Even though SR-71s flew hundreds of sorties over North Vietnam, and the North Vietnamese lobbed more than 800 surface-to-air missiles (SAMs) at them, no SAM ever touched a SR-71.
The Lockheed Blackbird family of aircraft flew 17,300 sorties totaling 53,493 flight hours and 11,674 hours flying at Mach 3 or higher overall. Actual mission statistics are 3,552 missions totaling 11,007 hours flown with 2,753 hours of Mach 3 or more flight time. Used to capture reconnaissance over scores of targets in high-threat environments like North Vietnam, Libya, and Korea, the Blackbird was the quintessential untouchable asset.
By October of 1989, many thought the SR-71 had come to the end of its useful life. Unmanned aerial vehicles (UAVs) were going to be the future of aerial reconnaissance. While the SR-71 relied on speed and stealth to compile an unparalleled record and served the nation during its most turbulent times, UAVs drone along at medium altitudes and rely on stealthy materials and shapes to deliver real-time reconnaissance, and in some cases deliver ordnance on target on-demand.
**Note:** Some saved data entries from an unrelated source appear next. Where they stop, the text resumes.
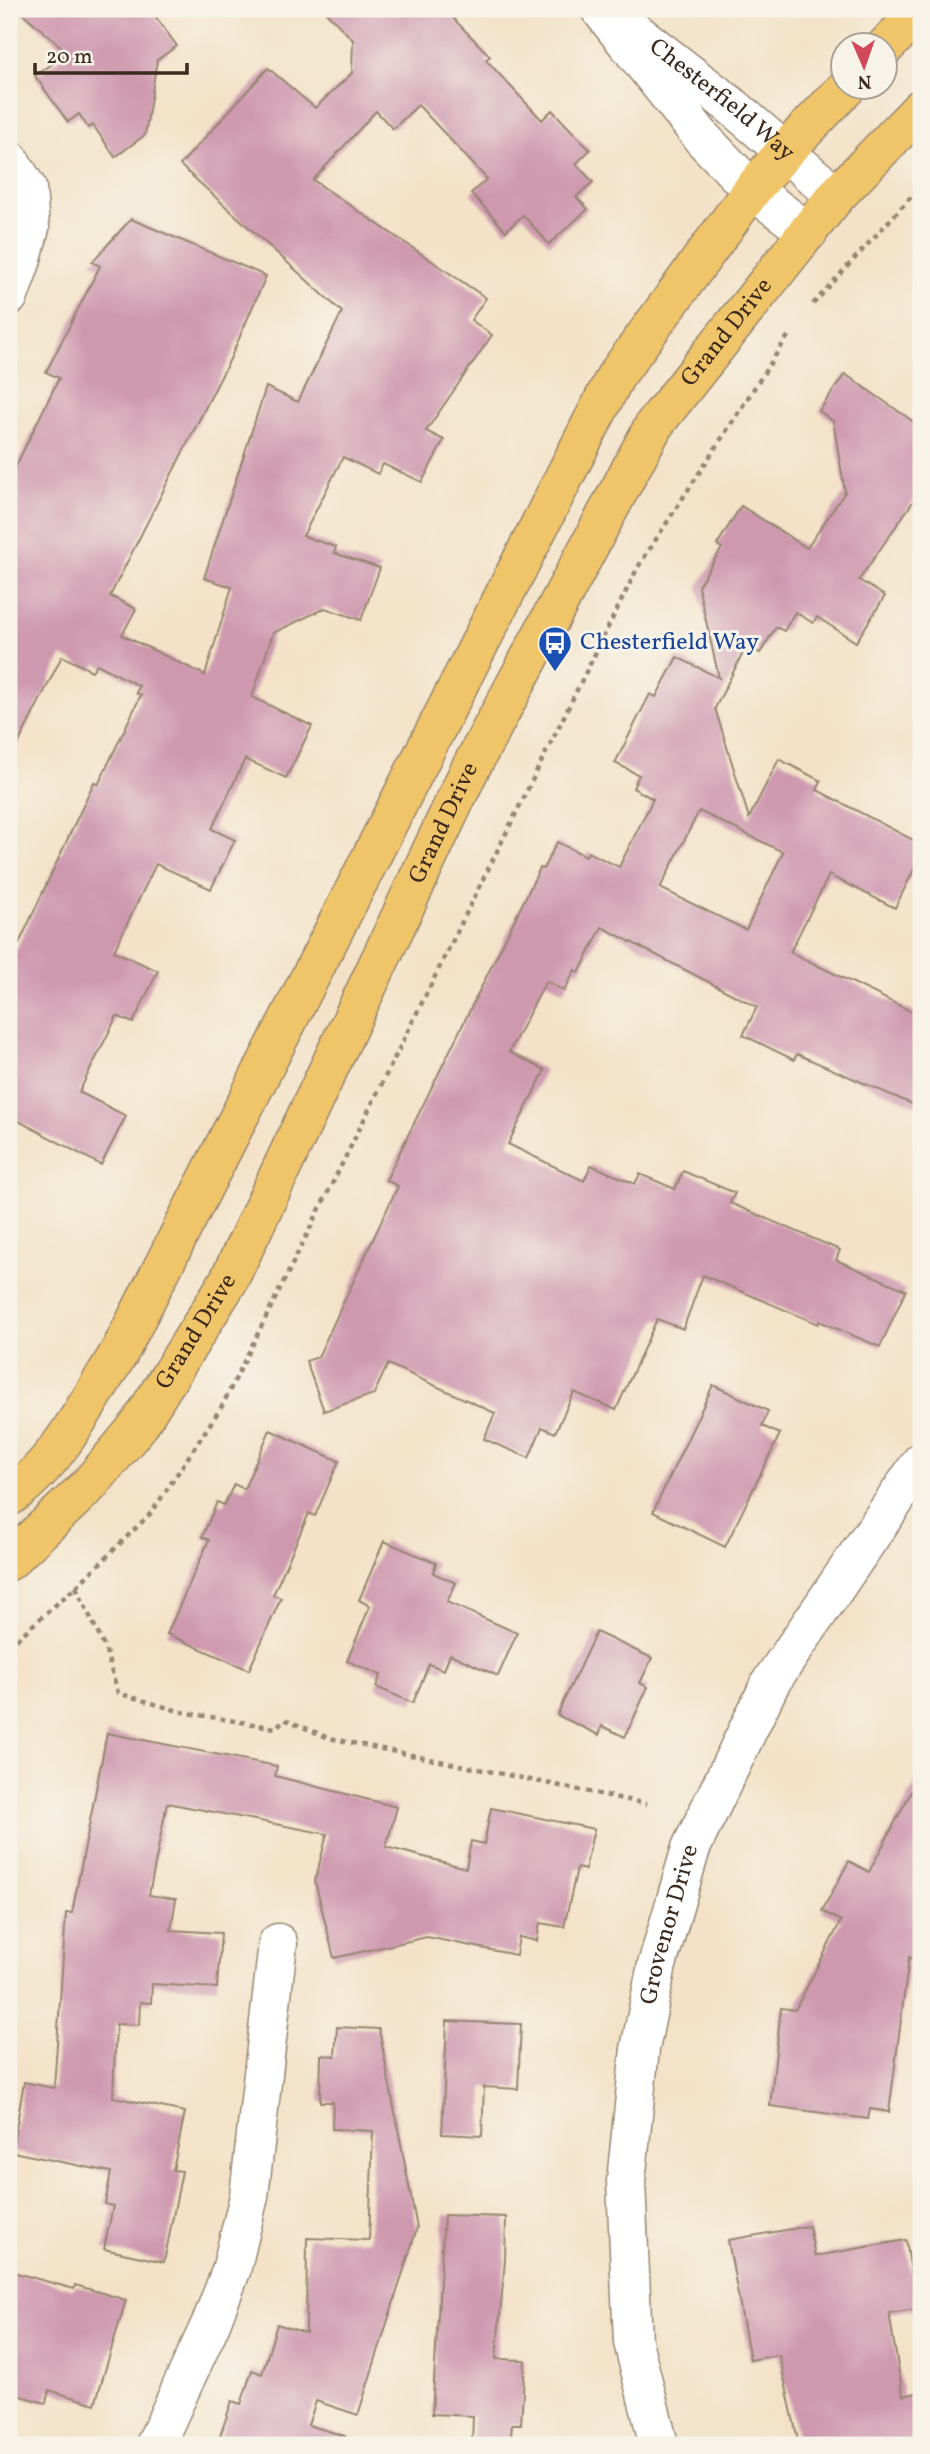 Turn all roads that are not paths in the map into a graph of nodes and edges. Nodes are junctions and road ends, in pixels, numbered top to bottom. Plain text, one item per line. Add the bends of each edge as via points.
1 (602, 9) edge
2 (921, 10) edge
3 (898, 34) edge
4 (832, 102) edge
5 (921, 108) edge
6 (785, 151) junction
7 (9, 159) edge
8 (752, 190) junction
9 (836, 196) junction
10 (808, 232) junction
11 (9, 296) edge
12 (425, 754) junction
13 (470, 771) junction
14 (921, 1462) edge
15 (17, 1491) edge
16 (54, 1520) junction
17 (9, 1561) edge
18 (278, 1943) dead end
19 (155, 2445) edge
20 (659, 2445) edge

1 - 6 street, Chesterfield Way
1 - 8 street, Chesterfield Way via 703,139
2 - 3 main road
4 - 6 main road, Grand Drive
5 - 9 main road, Grand Drive
6 - 8 main road, Grand Drive
6 - 9 street, Chesterfield Way
7 - 11 street via 27,188 30,228
8 - 10 street, Chesterfield Way
8 - 12 main road, Grand Drive via 615,377
9 - 10 main road, Grand Drive
10 - 13 main road, Grand Drive via 654,425
12 - 13 main road
12 - 15 main road, Grand Drive via 119,1353 63,1443
13 - 16 main road, Grand Drive via 229,1280 139,1425
14 - 20 street, Grovenor Drive via 771,1682 691,1848 657,1965 640,2049 626,2181 634,2342
15 - 16 main road
16 - 17 main road, Grand Drive
18 - 19 street via 249,2196 231,2271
The 1st Strategic Reconnaissance Squadron remained ready and flew a limited number of operational reconnaissance missions through the end of 1989 and into 1990. The squadron’s SR-71s were finally deactivated in mid-1990 with the remaining aircraft either sent to be statically displayed or stored in reserve. There was talk of reactivating some of the Blackbirds but the Air Force never got back into the Blackbird business.
NASA operated the two last airworthy Blackbirds until 1999. All of the other SR-71s have been moved to museums except for the two SR-71s at the NASA Dryden Flight Research Center, part of the Edwards Air Force Base complex in California.